# Autotrail A Class



## 88919 (May 10, 2005)

Has anybody had a look at the new autotrail A cass at any of the shows if so what are your thoughts?



andy & amanda


----------



## Drummer (May 9, 2005)

Hi you two. Bella let my have her copy of Motorhome news (available free in dealer) It has a full write up on the Grand frontier, if you can get your hands on one.


----------



## 88993 (May 11, 2005)

I think that if they hype it up enough and say it's top of the range, then the Autotrail fans would buy anything. That should have done it!
Mind, I've not seen one yet and I could be just a little on the envious side of anyone forking out such huge amounts of money on a new camper.


----------



## Paulway (May 9, 2005)

Looked at it, (after getting appointment!!!), would not buy one out of principle, even though I could afford it if I wanted, just cannot take to sales people that are up on themselves.
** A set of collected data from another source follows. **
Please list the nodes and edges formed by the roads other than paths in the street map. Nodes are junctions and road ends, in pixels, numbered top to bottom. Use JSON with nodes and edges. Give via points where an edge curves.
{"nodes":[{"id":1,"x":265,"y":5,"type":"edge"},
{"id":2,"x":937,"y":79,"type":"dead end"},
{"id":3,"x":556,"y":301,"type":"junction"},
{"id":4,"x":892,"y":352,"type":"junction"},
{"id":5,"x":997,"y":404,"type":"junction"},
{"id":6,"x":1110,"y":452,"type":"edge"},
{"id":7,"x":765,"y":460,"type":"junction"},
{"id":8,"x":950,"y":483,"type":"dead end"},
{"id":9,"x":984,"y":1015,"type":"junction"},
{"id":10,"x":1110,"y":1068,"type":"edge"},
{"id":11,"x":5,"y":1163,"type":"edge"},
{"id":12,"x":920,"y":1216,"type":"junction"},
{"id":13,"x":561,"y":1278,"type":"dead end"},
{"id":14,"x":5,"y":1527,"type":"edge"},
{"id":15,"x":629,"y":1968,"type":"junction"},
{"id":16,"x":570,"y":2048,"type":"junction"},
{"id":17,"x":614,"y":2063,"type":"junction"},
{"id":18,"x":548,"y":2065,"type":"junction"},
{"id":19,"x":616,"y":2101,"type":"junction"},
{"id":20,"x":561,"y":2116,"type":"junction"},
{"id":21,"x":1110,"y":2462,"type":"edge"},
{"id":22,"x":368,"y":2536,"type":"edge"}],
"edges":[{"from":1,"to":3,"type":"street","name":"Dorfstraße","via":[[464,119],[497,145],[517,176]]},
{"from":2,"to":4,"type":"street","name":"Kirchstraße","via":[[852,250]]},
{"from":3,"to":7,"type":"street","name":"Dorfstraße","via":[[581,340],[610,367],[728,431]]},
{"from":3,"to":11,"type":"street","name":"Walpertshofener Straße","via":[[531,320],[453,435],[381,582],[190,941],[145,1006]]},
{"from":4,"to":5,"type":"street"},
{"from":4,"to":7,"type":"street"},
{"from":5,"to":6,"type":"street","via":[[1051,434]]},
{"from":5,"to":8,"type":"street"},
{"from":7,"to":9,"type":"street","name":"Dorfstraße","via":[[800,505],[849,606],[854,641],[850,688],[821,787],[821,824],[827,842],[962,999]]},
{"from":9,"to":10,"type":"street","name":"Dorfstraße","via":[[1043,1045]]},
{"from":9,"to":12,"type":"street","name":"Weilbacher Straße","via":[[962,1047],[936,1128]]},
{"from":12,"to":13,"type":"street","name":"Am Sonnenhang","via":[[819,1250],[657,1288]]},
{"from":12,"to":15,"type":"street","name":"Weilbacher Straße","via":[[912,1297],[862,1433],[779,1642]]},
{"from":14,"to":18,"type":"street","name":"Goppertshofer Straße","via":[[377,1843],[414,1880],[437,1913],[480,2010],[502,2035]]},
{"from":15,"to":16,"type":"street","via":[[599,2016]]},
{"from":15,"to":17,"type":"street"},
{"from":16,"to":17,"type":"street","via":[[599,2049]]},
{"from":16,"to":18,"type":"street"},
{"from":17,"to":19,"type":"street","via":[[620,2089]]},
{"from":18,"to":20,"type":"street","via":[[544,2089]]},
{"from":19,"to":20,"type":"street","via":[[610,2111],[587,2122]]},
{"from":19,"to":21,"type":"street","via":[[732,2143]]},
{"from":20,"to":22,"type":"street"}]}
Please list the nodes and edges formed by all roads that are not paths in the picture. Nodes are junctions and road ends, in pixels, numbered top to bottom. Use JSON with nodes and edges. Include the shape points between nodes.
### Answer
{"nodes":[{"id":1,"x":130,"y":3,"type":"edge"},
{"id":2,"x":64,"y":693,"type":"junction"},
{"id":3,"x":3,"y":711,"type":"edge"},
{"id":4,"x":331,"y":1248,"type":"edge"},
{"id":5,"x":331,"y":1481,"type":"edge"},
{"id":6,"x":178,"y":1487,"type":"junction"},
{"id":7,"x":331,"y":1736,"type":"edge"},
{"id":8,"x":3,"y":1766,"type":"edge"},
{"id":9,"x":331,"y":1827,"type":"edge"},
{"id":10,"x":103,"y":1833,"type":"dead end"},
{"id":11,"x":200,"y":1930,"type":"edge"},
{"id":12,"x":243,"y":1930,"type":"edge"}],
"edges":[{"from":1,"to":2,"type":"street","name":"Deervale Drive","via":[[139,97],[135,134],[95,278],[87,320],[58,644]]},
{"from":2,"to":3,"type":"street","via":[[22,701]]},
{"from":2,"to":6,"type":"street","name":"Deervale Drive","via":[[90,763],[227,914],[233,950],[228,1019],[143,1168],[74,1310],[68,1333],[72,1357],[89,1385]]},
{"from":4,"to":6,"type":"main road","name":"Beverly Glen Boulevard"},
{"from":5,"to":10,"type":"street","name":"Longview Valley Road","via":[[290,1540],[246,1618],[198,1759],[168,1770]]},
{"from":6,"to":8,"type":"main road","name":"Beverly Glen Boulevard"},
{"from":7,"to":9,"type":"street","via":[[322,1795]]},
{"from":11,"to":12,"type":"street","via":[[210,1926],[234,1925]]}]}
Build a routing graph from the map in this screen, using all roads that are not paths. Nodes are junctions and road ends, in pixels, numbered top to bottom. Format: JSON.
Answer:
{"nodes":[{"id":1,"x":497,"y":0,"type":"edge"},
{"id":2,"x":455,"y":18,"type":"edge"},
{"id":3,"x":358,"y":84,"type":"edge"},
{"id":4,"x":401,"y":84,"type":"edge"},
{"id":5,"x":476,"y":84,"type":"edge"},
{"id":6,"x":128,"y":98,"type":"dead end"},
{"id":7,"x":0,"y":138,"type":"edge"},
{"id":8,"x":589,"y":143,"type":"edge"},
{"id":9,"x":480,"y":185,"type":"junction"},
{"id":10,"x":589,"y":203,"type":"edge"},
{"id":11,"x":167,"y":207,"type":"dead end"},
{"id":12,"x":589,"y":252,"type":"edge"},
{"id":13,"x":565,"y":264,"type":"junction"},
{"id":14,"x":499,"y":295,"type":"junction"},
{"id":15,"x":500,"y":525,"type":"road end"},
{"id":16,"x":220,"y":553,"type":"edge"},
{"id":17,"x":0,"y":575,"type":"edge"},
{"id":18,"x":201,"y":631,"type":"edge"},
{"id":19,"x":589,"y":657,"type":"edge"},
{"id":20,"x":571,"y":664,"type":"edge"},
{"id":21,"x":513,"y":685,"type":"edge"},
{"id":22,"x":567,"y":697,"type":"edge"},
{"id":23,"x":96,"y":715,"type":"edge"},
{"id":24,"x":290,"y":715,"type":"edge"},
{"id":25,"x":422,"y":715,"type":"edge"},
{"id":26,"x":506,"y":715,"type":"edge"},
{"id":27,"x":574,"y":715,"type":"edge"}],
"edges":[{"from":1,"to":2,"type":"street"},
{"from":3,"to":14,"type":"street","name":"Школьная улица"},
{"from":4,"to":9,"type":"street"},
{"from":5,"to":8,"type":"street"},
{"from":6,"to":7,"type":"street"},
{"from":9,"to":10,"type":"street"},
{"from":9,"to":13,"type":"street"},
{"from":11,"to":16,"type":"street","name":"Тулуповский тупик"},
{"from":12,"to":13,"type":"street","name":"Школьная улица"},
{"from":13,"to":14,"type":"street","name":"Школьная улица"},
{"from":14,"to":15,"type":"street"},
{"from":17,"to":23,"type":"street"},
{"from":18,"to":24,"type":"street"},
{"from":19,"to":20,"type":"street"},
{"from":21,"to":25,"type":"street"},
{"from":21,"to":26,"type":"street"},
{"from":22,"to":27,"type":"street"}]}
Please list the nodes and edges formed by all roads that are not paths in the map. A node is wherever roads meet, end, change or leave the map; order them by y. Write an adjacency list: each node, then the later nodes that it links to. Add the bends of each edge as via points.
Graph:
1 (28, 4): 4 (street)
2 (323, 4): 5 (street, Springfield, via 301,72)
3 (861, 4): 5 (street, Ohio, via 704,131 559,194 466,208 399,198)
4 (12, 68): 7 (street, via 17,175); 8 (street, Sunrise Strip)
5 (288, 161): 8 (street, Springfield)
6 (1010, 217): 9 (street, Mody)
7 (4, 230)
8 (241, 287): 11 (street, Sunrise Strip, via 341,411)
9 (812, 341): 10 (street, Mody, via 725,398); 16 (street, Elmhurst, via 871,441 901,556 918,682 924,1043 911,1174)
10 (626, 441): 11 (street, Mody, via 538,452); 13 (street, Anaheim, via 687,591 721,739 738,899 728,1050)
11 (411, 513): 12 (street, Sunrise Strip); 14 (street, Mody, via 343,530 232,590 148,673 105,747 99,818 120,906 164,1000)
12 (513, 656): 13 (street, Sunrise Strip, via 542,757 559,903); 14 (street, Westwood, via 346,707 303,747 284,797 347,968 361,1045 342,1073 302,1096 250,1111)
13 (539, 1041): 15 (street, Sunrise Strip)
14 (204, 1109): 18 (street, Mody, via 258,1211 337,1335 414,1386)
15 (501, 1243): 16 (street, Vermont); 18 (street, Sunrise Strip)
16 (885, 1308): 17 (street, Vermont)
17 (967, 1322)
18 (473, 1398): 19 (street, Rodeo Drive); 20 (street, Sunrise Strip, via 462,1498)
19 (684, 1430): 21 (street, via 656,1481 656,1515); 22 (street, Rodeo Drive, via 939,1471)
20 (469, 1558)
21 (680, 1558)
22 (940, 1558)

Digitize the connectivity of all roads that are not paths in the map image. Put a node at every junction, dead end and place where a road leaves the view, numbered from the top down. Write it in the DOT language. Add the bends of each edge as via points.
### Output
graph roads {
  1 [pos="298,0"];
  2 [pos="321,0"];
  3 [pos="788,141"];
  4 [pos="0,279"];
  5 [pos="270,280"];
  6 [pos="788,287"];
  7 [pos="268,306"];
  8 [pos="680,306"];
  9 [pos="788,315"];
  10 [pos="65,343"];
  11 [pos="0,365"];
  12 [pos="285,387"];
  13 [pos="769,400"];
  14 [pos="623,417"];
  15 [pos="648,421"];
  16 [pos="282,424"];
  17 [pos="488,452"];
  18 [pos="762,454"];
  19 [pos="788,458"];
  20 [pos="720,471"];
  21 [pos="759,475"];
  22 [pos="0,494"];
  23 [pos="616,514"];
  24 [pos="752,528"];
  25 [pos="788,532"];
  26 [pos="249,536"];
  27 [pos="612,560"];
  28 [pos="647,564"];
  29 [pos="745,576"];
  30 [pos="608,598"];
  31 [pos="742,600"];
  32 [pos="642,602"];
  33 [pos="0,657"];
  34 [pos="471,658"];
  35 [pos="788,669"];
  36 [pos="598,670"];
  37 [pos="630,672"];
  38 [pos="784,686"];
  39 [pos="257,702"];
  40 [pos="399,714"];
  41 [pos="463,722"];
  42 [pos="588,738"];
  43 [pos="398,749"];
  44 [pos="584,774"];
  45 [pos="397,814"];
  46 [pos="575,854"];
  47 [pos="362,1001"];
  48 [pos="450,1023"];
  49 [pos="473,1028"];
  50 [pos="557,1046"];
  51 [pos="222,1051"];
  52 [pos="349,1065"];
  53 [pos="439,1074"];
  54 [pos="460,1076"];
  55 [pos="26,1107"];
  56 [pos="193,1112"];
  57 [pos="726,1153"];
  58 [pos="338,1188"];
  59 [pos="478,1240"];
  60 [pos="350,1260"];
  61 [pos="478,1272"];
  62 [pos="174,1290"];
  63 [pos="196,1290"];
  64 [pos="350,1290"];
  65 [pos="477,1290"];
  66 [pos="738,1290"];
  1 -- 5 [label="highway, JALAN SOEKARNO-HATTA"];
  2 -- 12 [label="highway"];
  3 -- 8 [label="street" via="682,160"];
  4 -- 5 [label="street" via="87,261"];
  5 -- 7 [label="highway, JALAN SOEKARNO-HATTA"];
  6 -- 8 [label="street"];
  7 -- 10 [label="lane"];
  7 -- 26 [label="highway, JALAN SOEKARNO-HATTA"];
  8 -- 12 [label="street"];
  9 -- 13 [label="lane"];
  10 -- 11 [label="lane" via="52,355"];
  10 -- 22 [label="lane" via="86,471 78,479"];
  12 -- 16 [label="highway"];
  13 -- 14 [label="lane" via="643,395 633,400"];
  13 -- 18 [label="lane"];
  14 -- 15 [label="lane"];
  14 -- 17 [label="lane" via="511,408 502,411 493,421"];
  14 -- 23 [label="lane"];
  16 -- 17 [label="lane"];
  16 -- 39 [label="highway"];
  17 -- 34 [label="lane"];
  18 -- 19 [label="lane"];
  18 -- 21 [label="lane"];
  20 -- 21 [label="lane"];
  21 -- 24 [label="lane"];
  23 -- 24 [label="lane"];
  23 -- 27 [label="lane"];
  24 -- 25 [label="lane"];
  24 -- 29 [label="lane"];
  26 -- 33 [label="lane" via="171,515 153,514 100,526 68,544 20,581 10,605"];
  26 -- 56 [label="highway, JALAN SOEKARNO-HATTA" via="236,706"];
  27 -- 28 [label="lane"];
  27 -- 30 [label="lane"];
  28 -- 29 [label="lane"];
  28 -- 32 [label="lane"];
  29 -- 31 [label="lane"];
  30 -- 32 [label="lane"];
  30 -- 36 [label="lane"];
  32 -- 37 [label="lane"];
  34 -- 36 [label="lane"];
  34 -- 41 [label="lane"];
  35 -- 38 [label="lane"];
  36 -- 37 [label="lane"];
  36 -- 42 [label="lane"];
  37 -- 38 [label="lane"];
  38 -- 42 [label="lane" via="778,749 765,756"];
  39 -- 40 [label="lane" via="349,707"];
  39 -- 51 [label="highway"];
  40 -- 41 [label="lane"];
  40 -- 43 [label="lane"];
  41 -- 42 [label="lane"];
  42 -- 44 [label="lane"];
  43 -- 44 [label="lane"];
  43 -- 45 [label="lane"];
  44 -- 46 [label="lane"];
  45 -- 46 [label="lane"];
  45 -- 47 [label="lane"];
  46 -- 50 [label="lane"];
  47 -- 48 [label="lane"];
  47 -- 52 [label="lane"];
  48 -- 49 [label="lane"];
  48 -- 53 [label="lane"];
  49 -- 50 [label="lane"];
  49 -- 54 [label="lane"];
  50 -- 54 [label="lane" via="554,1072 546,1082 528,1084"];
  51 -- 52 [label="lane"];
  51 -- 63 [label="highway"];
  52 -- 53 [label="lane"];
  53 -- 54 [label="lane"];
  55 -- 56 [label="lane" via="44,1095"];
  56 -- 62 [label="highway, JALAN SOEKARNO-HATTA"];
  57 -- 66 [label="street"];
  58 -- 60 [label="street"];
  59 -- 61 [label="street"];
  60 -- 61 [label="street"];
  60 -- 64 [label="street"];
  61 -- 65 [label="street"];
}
It was quite impressive though, have to reluctantly admit!
I actually liked the new Adria Vision better thought it represented outstanding value for money, A class at less than the price of a similar or smaller sized coachbuilt.


----------



## 88919 (May 10, 2005)

have seen a brief write up on it and was a bit shocked at the price to say the least. seen some nice a class vans that look just as good. we wont be buying one anyway (not even if we win the lottery) i was just curious after reading all the hype, what peoples thoughts were on it.

cheers for the replies

andy & amanda


----------



## bigfoot (May 16, 2005)

I've seen it and I can't see how the cab seating can be integrated with the lounge seating as is the norm with most A classes.
A very unimaginative design.


----------



## putties (May 18, 2005)

I'm an autrail owner and am not that impressed with the layout as well as the price. Its how you feel when you go in yourself. 
Putties


----------



## lagold (May 31, 2005)

*A class*

Very disapointed a lot of wasted space.Own a chieftian aclass not in same league .Trying to be a hymer.


----------



## peedee (May 10, 2005)

It was on display at the York show, for the first time I think, which is where I saw it. 
Must admit I was a bit taken aback by the price but it is about par for models of this quality. I loved the 416 chassis and the payload it gives. At last a sensible chassis 
on an Autotrail which mostly have far too little payload for their size. At York they were mainly interested in feedback, other layouts and mods are planned, I guess 
it all depends on demand? 

I liked it and if you are going to pay that kind of money it has to be a serious contender. 

peedee


----------



## 94701 (May 1, 2005)

Reviews for Autotrail Grande Frontier can be found at:

Chelston motorhomes website under 'news'

&

Caravanclub website PDF reviewed November 2005(also in caravan club mag)


----------



## Motorhomersimpson (May 9, 2005)

Link below.

http://www.chelstonmotorhomes.co.uk/cms.htm

MHS...Rob


----------



## 96560 (Oct 22, 2005)

I liked it, but would prefer the new Mirage (similar price, also at the show) fitted out as per the Grand frontier.


----------